TASK DESCRIPTION: Taking the entries below from the top, restate each line exactly and end with the line containing "0 2348 translate 1 -1 scale".

SUPPLIED MATERIAL:
◆ ◆ ◆

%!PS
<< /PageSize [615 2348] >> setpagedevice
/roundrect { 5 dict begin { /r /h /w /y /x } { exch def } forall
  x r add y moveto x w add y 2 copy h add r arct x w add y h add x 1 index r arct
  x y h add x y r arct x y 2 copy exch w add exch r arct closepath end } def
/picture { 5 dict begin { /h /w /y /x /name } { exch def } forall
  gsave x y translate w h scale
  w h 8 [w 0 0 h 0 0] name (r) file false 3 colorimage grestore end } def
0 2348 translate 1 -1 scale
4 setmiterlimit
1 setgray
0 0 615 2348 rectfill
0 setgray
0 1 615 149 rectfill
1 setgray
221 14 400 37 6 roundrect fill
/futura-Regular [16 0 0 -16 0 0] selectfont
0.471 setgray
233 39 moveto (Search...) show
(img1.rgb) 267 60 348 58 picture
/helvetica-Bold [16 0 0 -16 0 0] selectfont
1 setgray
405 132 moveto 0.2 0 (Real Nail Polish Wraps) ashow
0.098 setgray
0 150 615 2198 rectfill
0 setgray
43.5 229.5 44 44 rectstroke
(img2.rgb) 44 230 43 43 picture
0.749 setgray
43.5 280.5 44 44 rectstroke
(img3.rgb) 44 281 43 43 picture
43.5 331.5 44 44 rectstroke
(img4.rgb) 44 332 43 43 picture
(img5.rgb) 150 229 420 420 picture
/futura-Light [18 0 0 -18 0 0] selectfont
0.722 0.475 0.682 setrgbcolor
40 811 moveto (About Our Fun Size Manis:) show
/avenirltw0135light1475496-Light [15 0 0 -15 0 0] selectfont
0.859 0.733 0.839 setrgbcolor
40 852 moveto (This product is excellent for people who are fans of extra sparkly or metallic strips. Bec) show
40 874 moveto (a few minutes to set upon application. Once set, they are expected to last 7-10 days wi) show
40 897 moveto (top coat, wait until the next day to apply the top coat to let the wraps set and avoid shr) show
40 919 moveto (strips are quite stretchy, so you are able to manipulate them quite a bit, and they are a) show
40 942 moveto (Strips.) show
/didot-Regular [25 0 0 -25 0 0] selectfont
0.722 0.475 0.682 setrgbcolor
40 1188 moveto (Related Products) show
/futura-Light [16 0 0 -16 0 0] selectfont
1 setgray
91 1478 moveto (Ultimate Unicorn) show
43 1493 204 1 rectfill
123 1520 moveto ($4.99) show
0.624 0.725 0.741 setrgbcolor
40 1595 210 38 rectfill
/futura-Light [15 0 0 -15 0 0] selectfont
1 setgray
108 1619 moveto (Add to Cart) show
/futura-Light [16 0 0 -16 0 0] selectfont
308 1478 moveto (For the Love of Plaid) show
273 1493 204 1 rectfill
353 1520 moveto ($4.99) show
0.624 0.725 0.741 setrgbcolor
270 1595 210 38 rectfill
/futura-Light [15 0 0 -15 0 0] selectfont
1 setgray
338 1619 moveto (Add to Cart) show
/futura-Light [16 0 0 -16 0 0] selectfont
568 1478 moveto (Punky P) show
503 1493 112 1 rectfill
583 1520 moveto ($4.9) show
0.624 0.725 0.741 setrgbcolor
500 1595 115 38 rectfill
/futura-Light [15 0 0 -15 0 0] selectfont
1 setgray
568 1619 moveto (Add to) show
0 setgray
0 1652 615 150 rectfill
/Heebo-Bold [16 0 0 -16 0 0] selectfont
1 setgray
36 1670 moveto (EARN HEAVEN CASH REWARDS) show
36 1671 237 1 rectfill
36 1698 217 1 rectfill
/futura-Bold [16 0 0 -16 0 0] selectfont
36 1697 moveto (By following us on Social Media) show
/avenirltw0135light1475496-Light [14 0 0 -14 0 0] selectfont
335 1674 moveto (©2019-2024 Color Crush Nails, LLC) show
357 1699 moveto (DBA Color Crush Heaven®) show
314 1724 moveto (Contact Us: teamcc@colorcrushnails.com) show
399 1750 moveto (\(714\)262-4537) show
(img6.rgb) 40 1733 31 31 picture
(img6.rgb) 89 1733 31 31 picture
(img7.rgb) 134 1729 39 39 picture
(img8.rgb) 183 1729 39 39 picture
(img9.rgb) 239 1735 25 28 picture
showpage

◆ ◆ ◆

RESPONSE BELOW:
%!PS
<< /PageSize [615 2348] >> setpagedevice
/roundrect { 5 dict begin { /r /h /w /y /x } { exch def } forall
  x r add y moveto x w add y 2 copy h add r arct x w add y h add x 1 index r arct
  x y h add x y r arct x y 2 copy exch w add exch r arct closepath end } def
/picture { 5 dict begin { /h /w /y /x /name } { exch def } forall
  gsave x y translate w h scale
  w h 8 [w 0 0 h 0 0] name (r) file false 3 colorimage grestore end } def
0 2348 translate 1 -1 scale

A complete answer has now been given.